=== Section Start ===

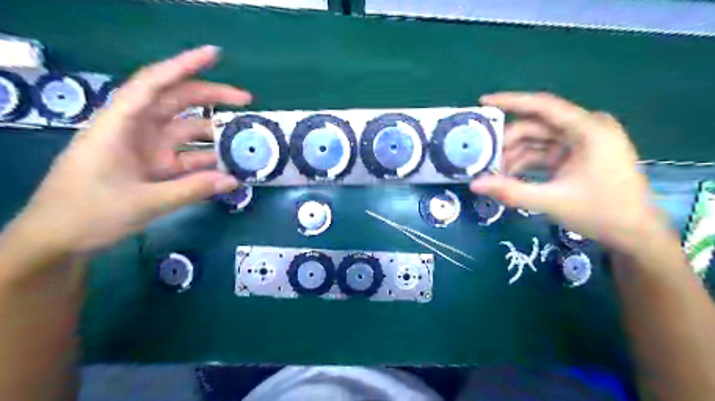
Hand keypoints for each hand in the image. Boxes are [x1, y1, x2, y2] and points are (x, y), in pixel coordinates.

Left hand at [6, 46, 248, 254]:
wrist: (59, 238)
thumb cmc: (88, 213)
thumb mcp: (144, 203)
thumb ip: (193, 189)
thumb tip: (235, 180)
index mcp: (121, 125)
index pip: (154, 84)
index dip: (184, 65)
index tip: (216, 55)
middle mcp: (136, 129)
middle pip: (177, 102)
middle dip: (212, 97)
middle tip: (247, 102)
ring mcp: (148, 148)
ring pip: (187, 130)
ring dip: (215, 133)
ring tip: (245, 139)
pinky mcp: (156, 166)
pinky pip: (188, 157)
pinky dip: (208, 160)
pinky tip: (229, 166)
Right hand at [473, 92, 670, 251]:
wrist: (634, 233)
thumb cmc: (600, 213)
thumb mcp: (551, 202)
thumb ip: (511, 191)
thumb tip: (474, 184)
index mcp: (588, 130)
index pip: (543, 106)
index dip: (511, 101)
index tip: (483, 101)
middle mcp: (586, 128)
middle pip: (536, 126)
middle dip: (508, 143)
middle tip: (484, 160)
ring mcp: (582, 141)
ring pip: (538, 140)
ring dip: (515, 155)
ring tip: (494, 174)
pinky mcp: (577, 154)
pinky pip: (544, 152)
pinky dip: (526, 162)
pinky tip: (510, 176)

=== Section End ===

Work to complete
Output the data above without changes, apart from leaving out the pictures.

Exercise solution
Hand keypoints for each hand in the image. Boxes are [x1, y1, x2, y2] and points are (x, y), in pixel coordinates.

Left hand at [6, 46, 248, 254]:
wrist: (59, 238)
thumb cmc: (88, 213)
thumb mcp: (144, 203)
thumb ip: (193, 189)
thumb tip: (235, 180)
index mcp: (121, 125)
index pip: (154, 84)
index dip: (184, 65)
index tip: (216, 55)
middle mcp: (136, 129)
middle pip: (177, 102)
middle dip: (212, 97)
middle tip: (247, 102)
ring mcp: (148, 148)
ring pip: (187, 130)
ring dip: (215, 133)
ring tip: (245, 139)
pinky mcp: (156, 166)
pinky pip: (188, 157)
pinky dip: (208, 160)
pinky tip: (229, 166)
Right hand at [473, 92, 670, 251]:
wrist: (634, 233)
thumb cmc: (600, 213)
thumb mcp: (551, 202)
thumb ip: (511, 191)
thumb tip: (474, 184)
index mcp: (588, 130)
index pip: (543, 106)
index dip: (511, 101)
index tip: (483, 101)
middle mcp: (586, 128)
middle pip: (536, 126)
middle dip: (508, 143)
middle tip: (484, 160)
ring mcp: (582, 141)
ring pip: (538, 140)
ring dip: (515, 155)
ring tip: (494, 174)
pinky mcp: (577, 154)
pinky pip: (544, 152)
pinky dip: (526, 162)
pinky tip: (510, 176)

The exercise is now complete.